EXERCISE INSTRUCTIONS:
Reproduce exactly the lines of this material that begin at the line with "pinky tip: (298, 263)" and end at the line with "pinky tip: (258, 252)", both included. Omit the pictures and everything else.

AVAILABLE RECORDS:
▬▬▬▬▬▬

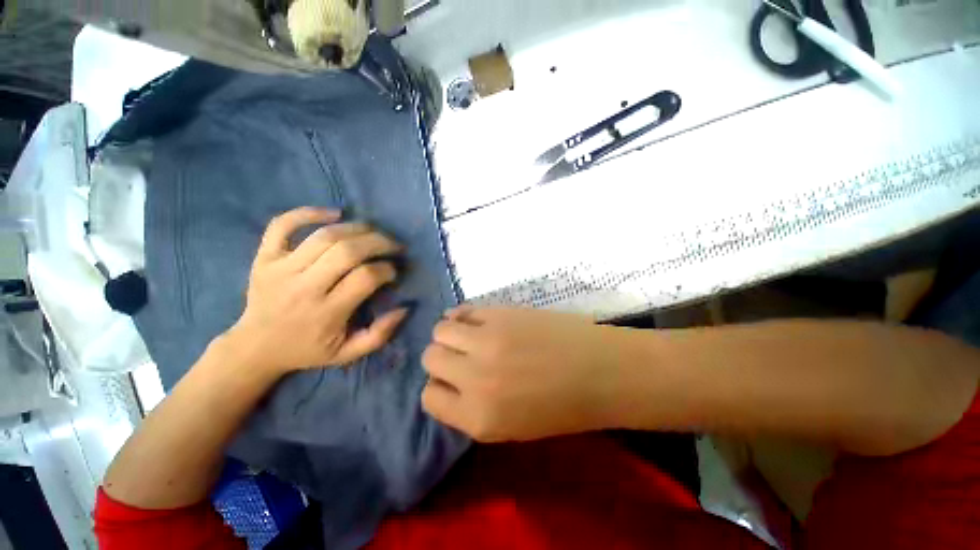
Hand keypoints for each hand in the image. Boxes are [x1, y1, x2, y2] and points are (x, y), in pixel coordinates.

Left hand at [224, 207, 408, 374]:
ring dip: (356, 228)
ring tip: (373, 231)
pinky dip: (308, 212)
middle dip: (379, 242)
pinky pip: (282, 225)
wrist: (255, 348)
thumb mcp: (348, 354)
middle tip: (394, 245)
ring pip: (324, 236)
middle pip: (347, 251)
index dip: (387, 269)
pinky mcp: (264, 257)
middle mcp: (303, 287)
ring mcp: (280, 268)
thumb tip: (404, 308)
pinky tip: (334, 213)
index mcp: (326, 312)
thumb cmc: (307, 350)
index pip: (365, 278)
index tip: (394, 271)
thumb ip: (380, 334)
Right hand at [421, 307, 626, 441]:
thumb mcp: (510, 426)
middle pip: (431, 358)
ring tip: (467, 335)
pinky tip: (474, 319)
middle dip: (441, 358)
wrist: (600, 370)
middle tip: (461, 355)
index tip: (452, 381)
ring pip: (440, 330)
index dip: (438, 387)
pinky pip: (464, 310)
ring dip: (449, 333)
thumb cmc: (561, 407)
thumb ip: (471, 408)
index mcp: (478, 418)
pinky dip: (463, 315)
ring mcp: (487, 340)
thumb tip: (447, 381)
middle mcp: (475, 378)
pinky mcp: (500, 314)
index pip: (429, 398)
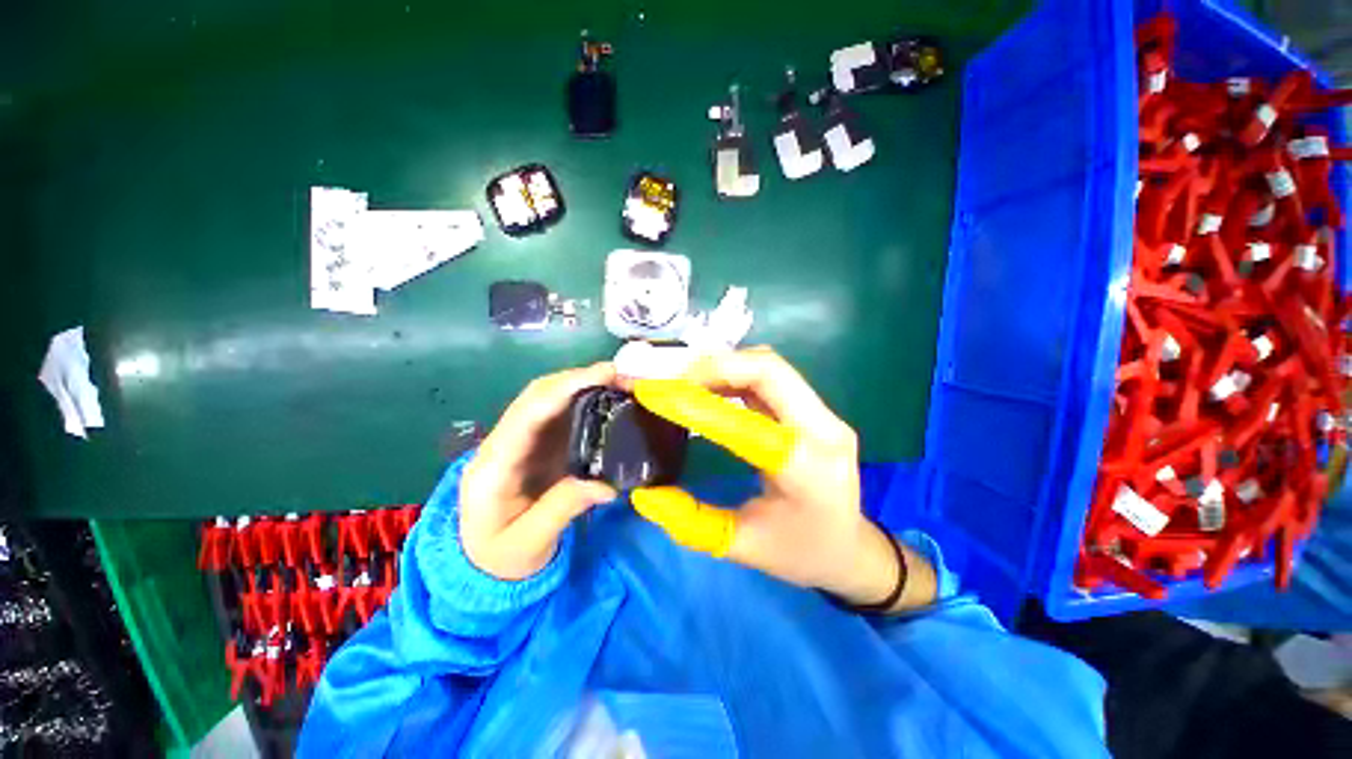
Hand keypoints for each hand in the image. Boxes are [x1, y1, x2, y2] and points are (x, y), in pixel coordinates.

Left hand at [459, 363, 618, 580]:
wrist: (481, 565)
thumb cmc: (500, 558)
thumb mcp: (530, 543)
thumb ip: (563, 509)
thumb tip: (608, 485)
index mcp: (493, 466)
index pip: (528, 414)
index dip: (565, 389)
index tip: (604, 375)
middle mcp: (503, 442)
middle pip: (536, 395)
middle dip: (578, 378)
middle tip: (620, 376)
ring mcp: (519, 440)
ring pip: (547, 398)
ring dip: (582, 383)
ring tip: (619, 382)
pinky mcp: (535, 444)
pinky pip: (557, 412)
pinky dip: (583, 399)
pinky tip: (606, 399)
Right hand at [630, 348, 936, 611]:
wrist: (852, 549)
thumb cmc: (801, 554)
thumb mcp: (742, 547)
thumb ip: (691, 522)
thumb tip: (644, 493)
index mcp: (807, 472)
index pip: (747, 425)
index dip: (696, 404)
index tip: (653, 394)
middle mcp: (824, 431)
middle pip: (769, 370)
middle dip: (713, 367)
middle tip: (671, 380)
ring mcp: (824, 415)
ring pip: (770, 366)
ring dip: (723, 366)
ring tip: (684, 380)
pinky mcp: (814, 410)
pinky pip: (771, 377)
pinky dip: (735, 374)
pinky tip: (710, 386)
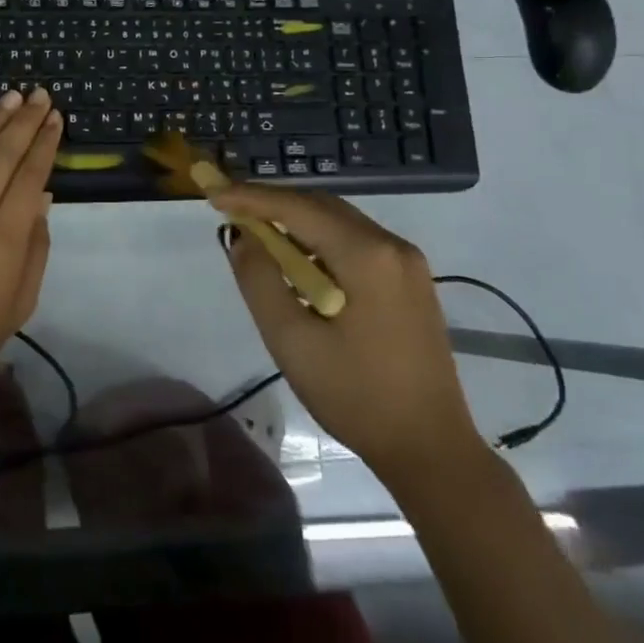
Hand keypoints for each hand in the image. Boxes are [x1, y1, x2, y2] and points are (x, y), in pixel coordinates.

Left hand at [0, 89, 63, 389]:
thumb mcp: (22, 300)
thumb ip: (36, 246)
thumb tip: (42, 197)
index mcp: (5, 241)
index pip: (29, 178)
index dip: (44, 145)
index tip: (56, 118)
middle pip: (1, 157)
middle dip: (24, 123)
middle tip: (39, 95)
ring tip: (11, 98)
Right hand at [211, 184, 485, 491]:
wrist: (430, 449)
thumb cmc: (356, 396)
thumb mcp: (292, 340)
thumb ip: (259, 280)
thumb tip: (242, 237)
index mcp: (366, 255)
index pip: (297, 207)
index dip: (251, 196)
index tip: (213, 193)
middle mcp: (392, 245)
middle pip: (321, 206)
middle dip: (273, 203)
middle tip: (230, 208)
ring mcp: (408, 263)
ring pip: (340, 222)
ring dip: (296, 222)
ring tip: (256, 234)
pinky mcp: (411, 282)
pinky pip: (357, 243)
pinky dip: (320, 242)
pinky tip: (298, 263)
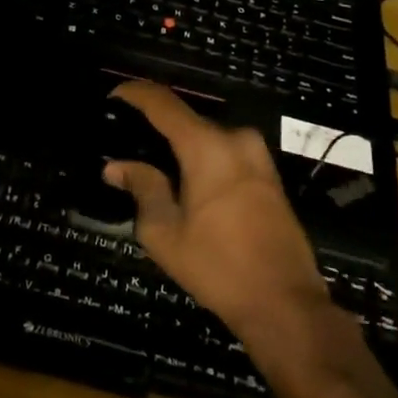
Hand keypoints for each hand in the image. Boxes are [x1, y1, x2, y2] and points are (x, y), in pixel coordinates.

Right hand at [103, 82, 331, 356]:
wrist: (285, 304)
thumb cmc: (218, 267)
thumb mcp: (165, 232)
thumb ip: (142, 188)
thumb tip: (117, 166)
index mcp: (207, 146)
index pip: (164, 103)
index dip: (135, 94)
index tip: (113, 96)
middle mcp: (236, 139)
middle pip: (186, 120)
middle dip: (156, 129)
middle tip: (128, 145)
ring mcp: (258, 157)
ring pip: (207, 139)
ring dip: (180, 148)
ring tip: (153, 168)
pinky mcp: (269, 177)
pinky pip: (226, 154)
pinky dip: (202, 160)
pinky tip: (185, 183)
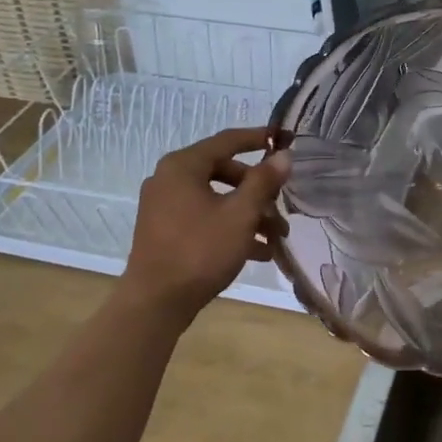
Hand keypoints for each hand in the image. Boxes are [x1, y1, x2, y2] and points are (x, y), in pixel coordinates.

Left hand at [121, 128, 289, 319]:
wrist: (155, 303)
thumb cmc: (200, 251)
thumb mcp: (240, 215)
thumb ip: (263, 182)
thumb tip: (283, 156)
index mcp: (183, 166)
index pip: (228, 141)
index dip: (259, 139)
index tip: (286, 140)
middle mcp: (169, 179)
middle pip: (224, 172)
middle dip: (258, 190)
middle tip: (282, 206)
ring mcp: (164, 206)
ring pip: (217, 199)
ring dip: (249, 213)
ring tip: (276, 238)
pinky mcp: (165, 230)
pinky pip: (204, 217)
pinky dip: (230, 227)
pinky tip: (258, 252)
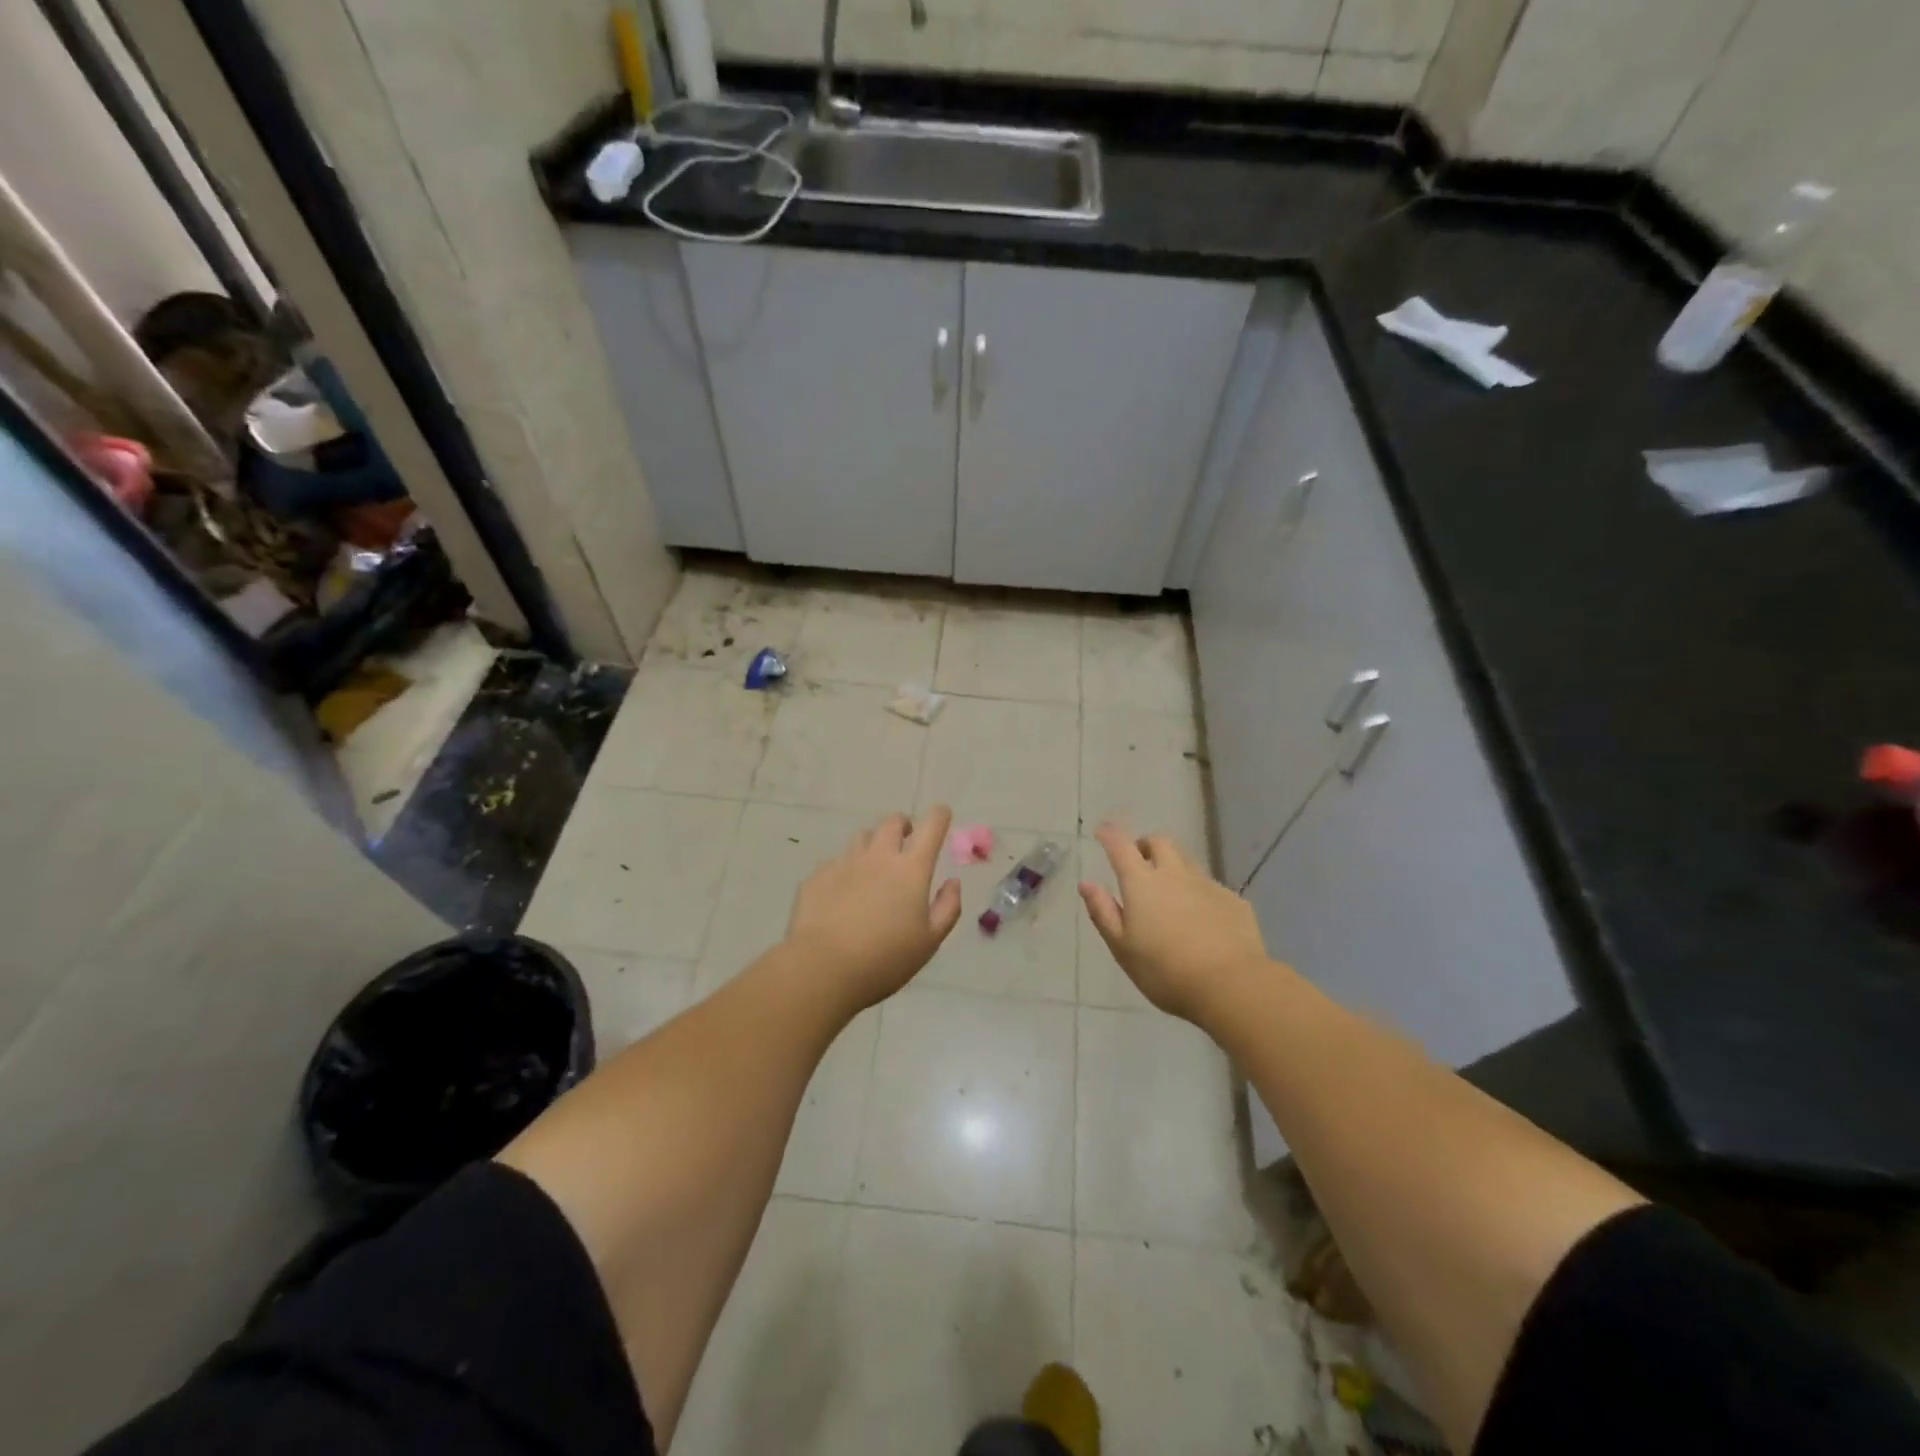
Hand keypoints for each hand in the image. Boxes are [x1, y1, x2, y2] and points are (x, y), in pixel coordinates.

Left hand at [784, 805, 963, 1011]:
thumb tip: (952, 882)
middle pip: (892, 822)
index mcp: (911, 869)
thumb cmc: (885, 958)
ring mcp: (845, 862)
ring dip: (874, 844)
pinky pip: (836, 861)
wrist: (822, 967)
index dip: (939, 816)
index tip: (942, 816)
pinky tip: (843, 893)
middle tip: (906, 842)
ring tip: (874, 866)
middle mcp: (878, 856)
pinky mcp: (818, 875)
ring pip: (863, 837)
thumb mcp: (930, 941)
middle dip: (903, 825)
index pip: (931, 826)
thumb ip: (947, 907)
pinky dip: (846, 869)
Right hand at [1079, 822, 1269, 1024]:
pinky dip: (1198, 892)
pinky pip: (1210, 886)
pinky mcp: (1233, 901)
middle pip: (1159, 842)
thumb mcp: (1122, 948)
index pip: (1121, 847)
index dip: (1109, 835)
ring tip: (1168, 890)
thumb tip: (1086, 883)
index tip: (1102, 832)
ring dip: (1173, 865)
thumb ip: (1103, 912)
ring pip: (1187, 861)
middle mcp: (1175, 874)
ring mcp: (1207, 884)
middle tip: (1138, 862)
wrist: (1232, 985)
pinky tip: (1200, 918)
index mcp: (1142, 883)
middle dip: (1145, 845)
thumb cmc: (1165, 971)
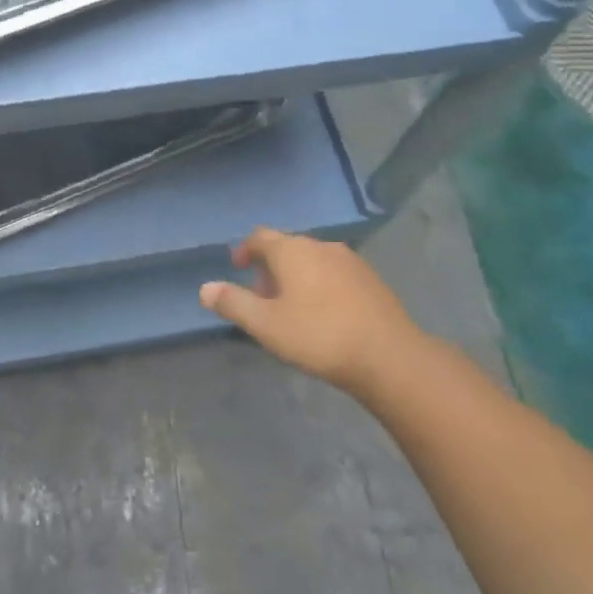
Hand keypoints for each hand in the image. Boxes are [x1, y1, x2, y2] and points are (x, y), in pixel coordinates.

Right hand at [199, 228, 418, 397]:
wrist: (388, 356)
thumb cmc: (318, 336)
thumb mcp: (265, 325)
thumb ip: (233, 303)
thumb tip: (204, 288)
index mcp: (292, 250)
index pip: (260, 237)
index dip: (245, 250)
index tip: (237, 268)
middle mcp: (320, 245)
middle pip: (287, 246)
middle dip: (270, 267)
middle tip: (261, 296)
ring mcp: (350, 260)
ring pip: (312, 259)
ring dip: (296, 275)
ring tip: (290, 307)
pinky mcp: (370, 279)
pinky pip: (334, 272)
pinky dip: (319, 283)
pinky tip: (323, 313)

▬▬▬▬▬▬

REPLY:
pinky tip: (298, 263)
Hand keypoints for each hand in the image. Boxes are [x1, y1, x2, y2] and points are (x, y), in pixel coordinates.

Right hand at [103, 82, 331, 356]:
wrist: (285, 304)
thumb cmc: (218, 267)
thumb mcp: (165, 232)
thumb ip: (142, 188)
thumb tip: (117, 166)
index mcp: (207, 146)
index pip: (164, 103)
index dip: (135, 94)
index tip: (113, 96)
middle mcp: (236, 139)
middle pip: (186, 120)
middle dip: (156, 129)
middle tip: (128, 145)
ring mcp: (258, 157)
ring pip: (207, 139)
ring dip: (180, 148)
ring tip: (153, 168)
pinky mcp: (269, 177)
pinky pip: (226, 154)
pinky dip: (202, 160)
pinky tip: (185, 183)
Hand keypoints for each hand in the image. Boxes are [x1, y1, x2, y2] and points are (x, y), in pixel coordinates.

Left hand at [121, 128, 289, 319]:
wrist: (155, 303)
thumb cmc: (200, 251)
thumb mcp: (240, 215)
thumb ip: (263, 182)
thumb tip: (283, 156)
index mcp: (183, 166)
index pip: (228, 141)
index dip: (259, 139)
index tip: (286, 140)
middle mcp: (169, 179)
middle pip: (224, 172)
middle dip: (258, 190)
middle tip: (282, 206)
ring mcp: (164, 206)
ring pip: (217, 199)
ring dip: (249, 213)
ring tip: (276, 238)
pinky mcp: (165, 230)
pinky pip: (204, 217)
pinky dip: (230, 227)
pinky tip: (258, 252)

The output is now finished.